Records to process.
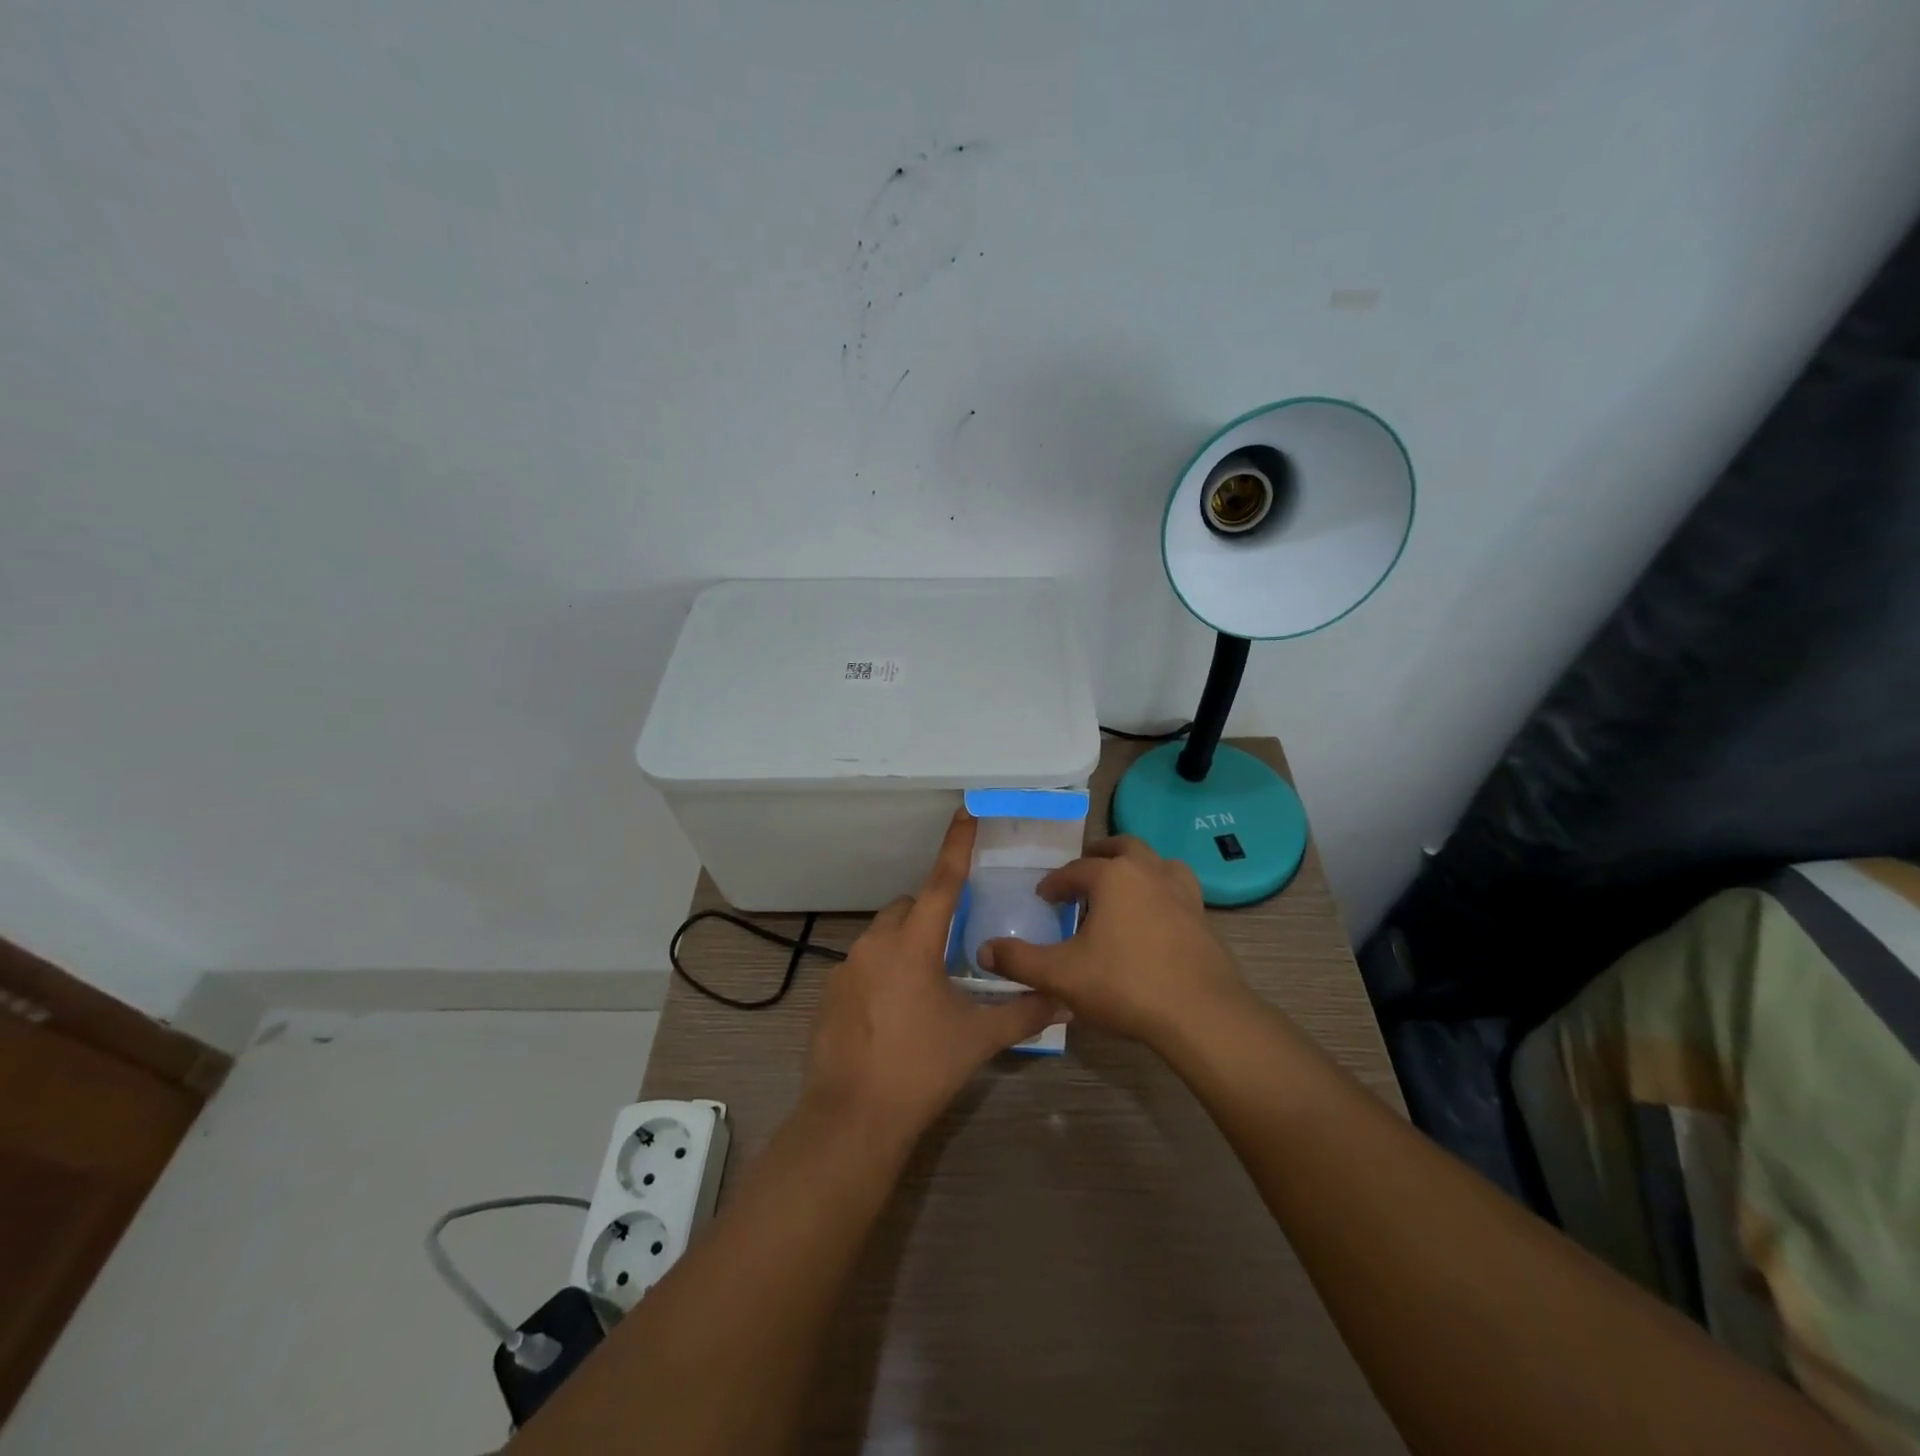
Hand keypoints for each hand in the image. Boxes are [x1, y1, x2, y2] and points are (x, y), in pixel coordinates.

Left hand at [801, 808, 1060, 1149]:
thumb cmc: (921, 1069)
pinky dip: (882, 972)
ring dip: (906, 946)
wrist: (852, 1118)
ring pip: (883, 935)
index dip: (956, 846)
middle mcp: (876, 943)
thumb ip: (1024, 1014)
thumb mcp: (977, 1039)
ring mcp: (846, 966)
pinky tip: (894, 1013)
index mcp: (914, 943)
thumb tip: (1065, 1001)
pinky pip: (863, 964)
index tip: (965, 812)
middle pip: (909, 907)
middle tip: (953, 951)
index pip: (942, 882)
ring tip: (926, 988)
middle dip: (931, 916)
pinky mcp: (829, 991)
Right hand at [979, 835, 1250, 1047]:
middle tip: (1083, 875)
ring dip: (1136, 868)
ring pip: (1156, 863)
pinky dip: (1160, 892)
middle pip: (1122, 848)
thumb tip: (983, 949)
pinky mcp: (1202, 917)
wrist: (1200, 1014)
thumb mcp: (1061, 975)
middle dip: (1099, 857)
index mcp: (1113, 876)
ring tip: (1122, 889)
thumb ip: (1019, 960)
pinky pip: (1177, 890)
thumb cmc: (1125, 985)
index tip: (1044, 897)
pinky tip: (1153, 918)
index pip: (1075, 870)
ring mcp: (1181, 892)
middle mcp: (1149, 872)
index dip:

What you need to do. Write down exactly the line that contains "ring pip: (1156, 863)" along with all later lines of the material, ending at its final line.

Response to the exercise.
ring pip: (1156, 863)
pinky dip: (1160, 892)
middle pip: (1122, 848)
thumb tip: (983, 949)
pinky mcp: (1202, 917)
wrist: (1200, 1014)
thumb mcp: (1061, 975)
middle dip: (1099, 857)
index mcp: (1113, 876)
ring tip: (1122, 889)
thumb ip: (1019, 960)
pinky pip: (1177, 890)
thumb cmc: (1125, 985)
index tip: (1044, 897)
pinky tip: (1153, 918)
index pip: (1075, 870)
ring mcp: (1181, 892)
middle mcp: (1149, 872)
index dip:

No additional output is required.